» **Your goal**:
Below are records that contain pictures; transcribe the text exactly and omit the pictures.
── Records supplied
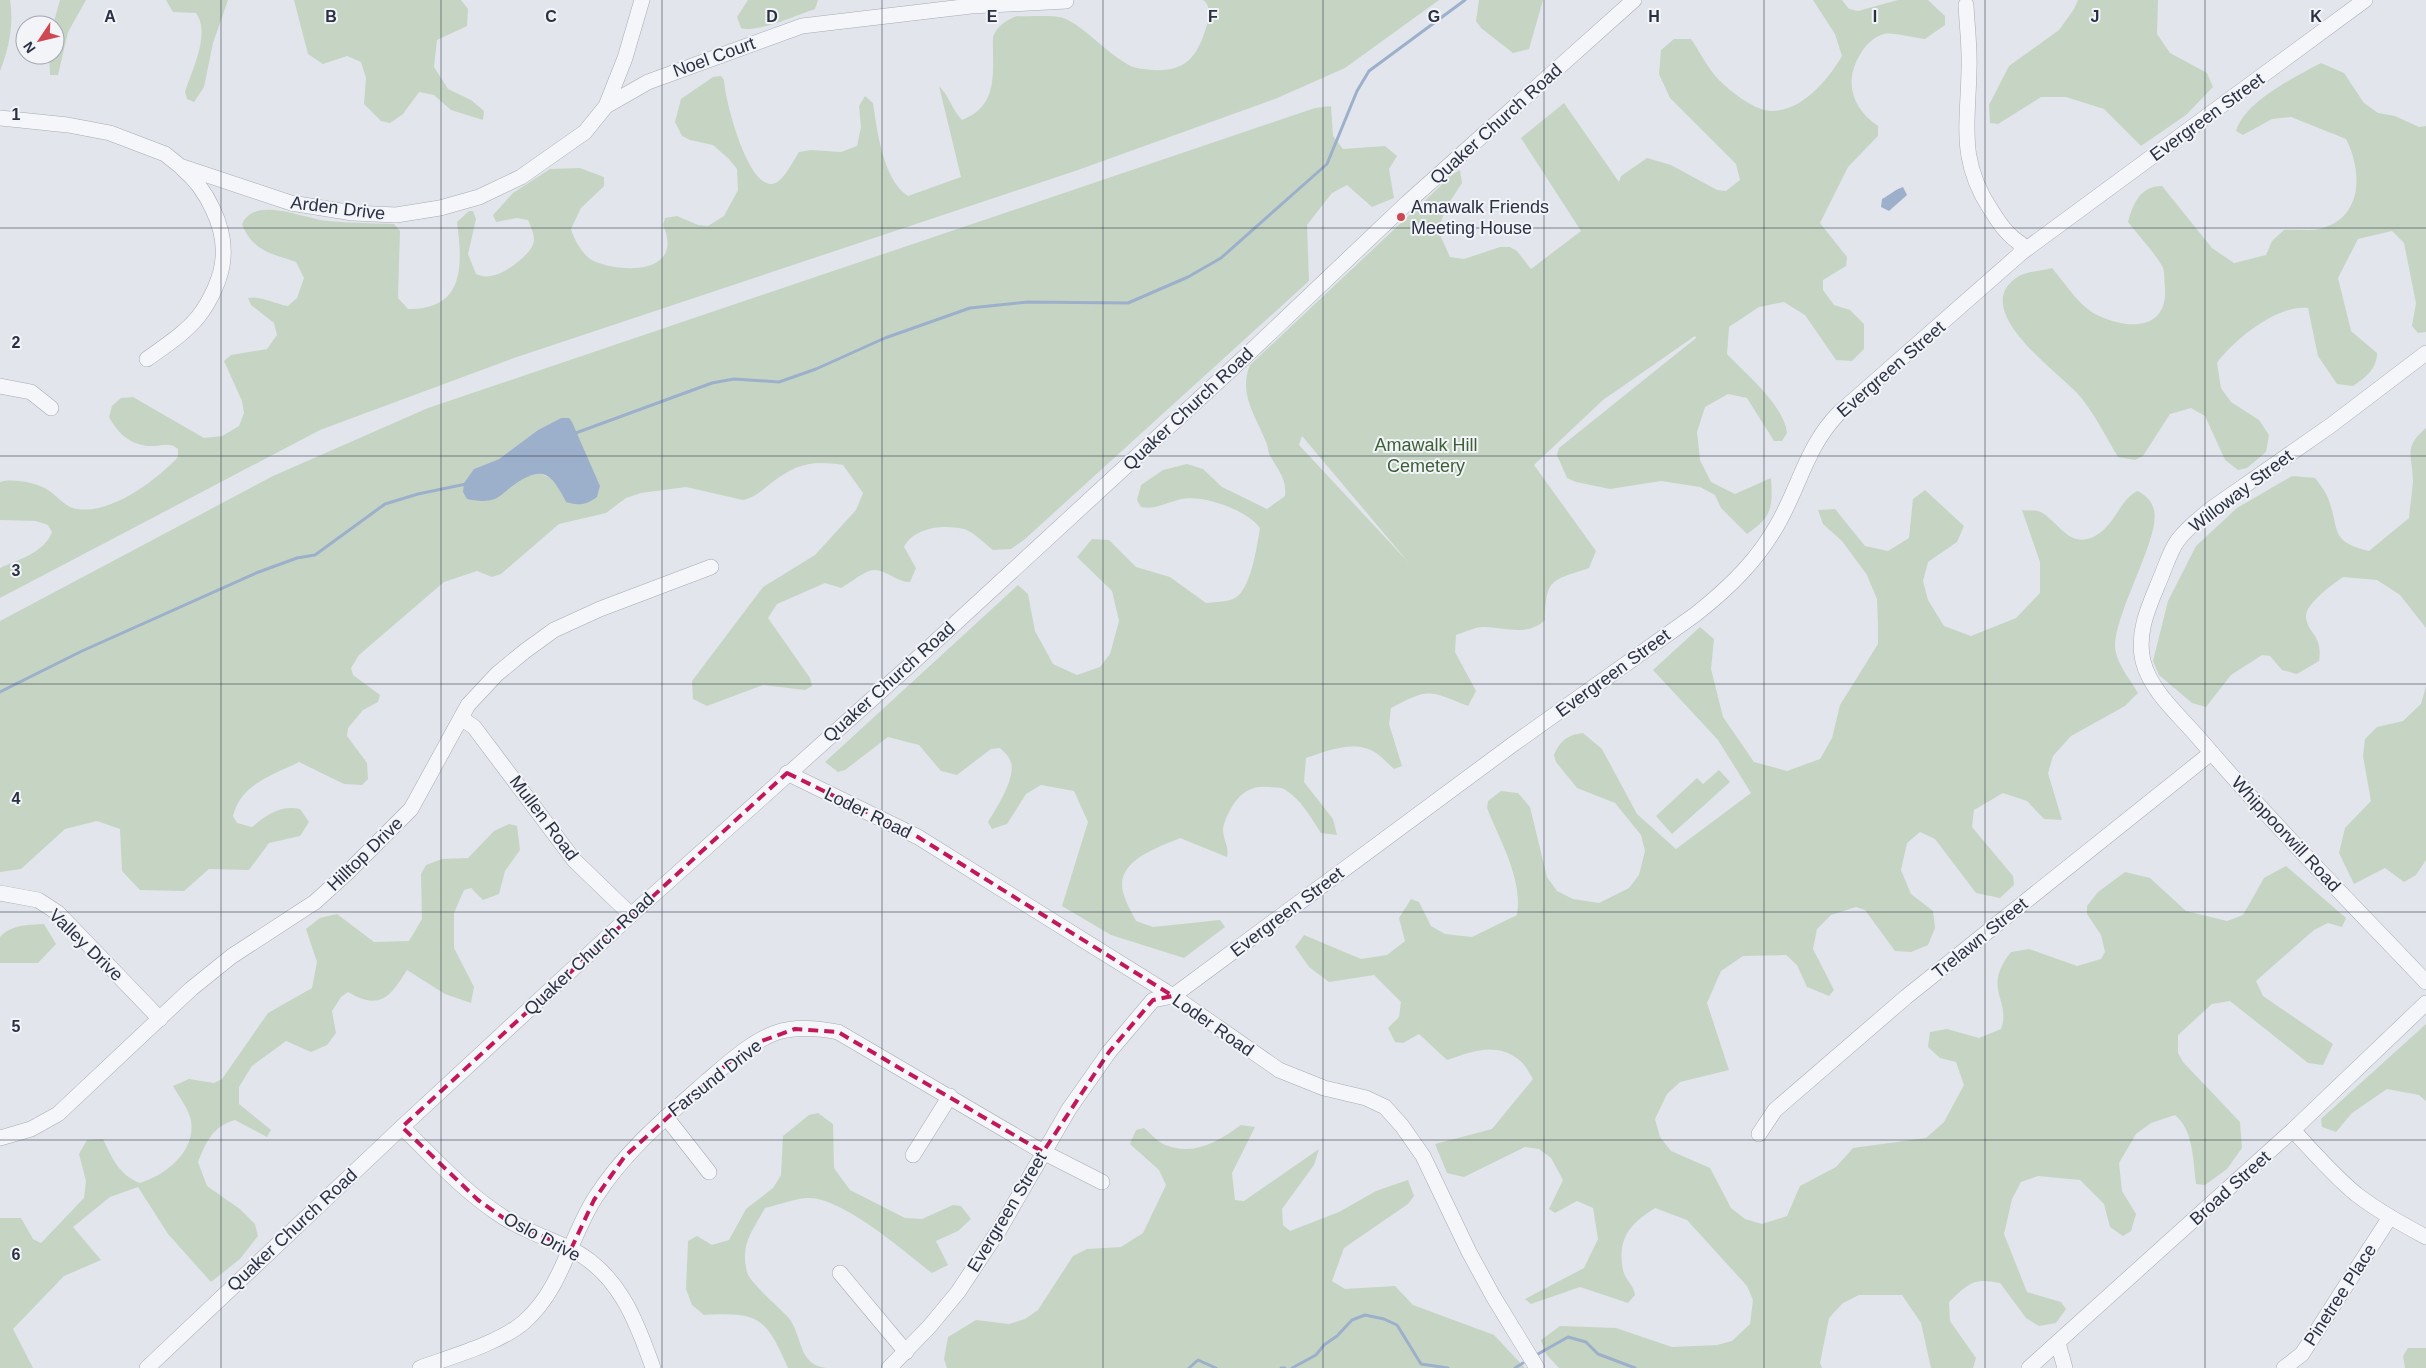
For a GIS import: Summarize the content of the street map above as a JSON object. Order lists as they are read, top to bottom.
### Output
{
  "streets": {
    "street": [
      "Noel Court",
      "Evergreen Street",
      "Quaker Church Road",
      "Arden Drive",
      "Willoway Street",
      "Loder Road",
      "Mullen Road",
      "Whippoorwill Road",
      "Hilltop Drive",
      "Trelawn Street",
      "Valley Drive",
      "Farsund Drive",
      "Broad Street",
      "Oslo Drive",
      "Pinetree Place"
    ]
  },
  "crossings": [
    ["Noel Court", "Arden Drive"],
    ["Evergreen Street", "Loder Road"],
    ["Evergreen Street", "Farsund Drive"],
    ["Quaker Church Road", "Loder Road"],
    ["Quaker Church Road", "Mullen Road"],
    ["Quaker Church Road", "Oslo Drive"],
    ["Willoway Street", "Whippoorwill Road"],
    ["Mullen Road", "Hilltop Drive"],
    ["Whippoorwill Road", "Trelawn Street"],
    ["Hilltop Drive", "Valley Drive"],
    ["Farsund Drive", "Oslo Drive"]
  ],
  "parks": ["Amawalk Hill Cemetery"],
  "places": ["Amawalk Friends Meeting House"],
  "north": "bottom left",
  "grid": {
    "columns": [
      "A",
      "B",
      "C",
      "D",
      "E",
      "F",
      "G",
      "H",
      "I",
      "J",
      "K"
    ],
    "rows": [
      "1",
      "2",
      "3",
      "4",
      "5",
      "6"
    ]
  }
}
────
» **Answer for this exercise**:
For a GIS import: Summarize the content of the street map above as a JSON object. Order lists as they are read, top to bottom.
### Output
{
  "streets": {
    "street": [
      "Noel Court",
      "Evergreen Street",
      "Quaker Church Road",
      "Arden Drive",
      "Willoway Street",
      "Loder Road",
      "Mullen Road",
      "Whippoorwill Road",
      "Hilltop Drive",
      "Trelawn Street",
      "Valley Drive",
      "Farsund Drive",
      "Broad Street",
      "Oslo Drive",
      "Pinetree Place"
    ]
  },
  "crossings": [
    ["Noel Court", "Arden Drive"],
    ["Evergreen Street", "Loder Road"],
    ["Evergreen Street", "Farsund Drive"],
    ["Quaker Church Road", "Loder Road"],
    ["Quaker Church Road", "Mullen Road"],
    ["Quaker Church Road", "Oslo Drive"],
    ["Willoway Street", "Whippoorwill Road"],
    ["Mullen Road", "Hilltop Drive"],
    ["Whippoorwill Road", "Trelawn Street"],
    ["Hilltop Drive", "Valley Drive"],
    ["Farsund Drive", "Oslo Drive"]
  ],
  "parks": ["Amawalk Hill Cemetery"],
  "places": ["Amawalk Friends Meeting House"],
  "north": "bottom left",
  "grid": {
    "columns": [
      "A",
      "B",
      "C",
      "D",
      "E",
      "F",
      "G",
      "H",
      "I",
      "J",
      "K"
    ],
    "rows": [
      "1",
      "2",
      "3",
      "4",
      "5",
      "6"
    ]
  }
}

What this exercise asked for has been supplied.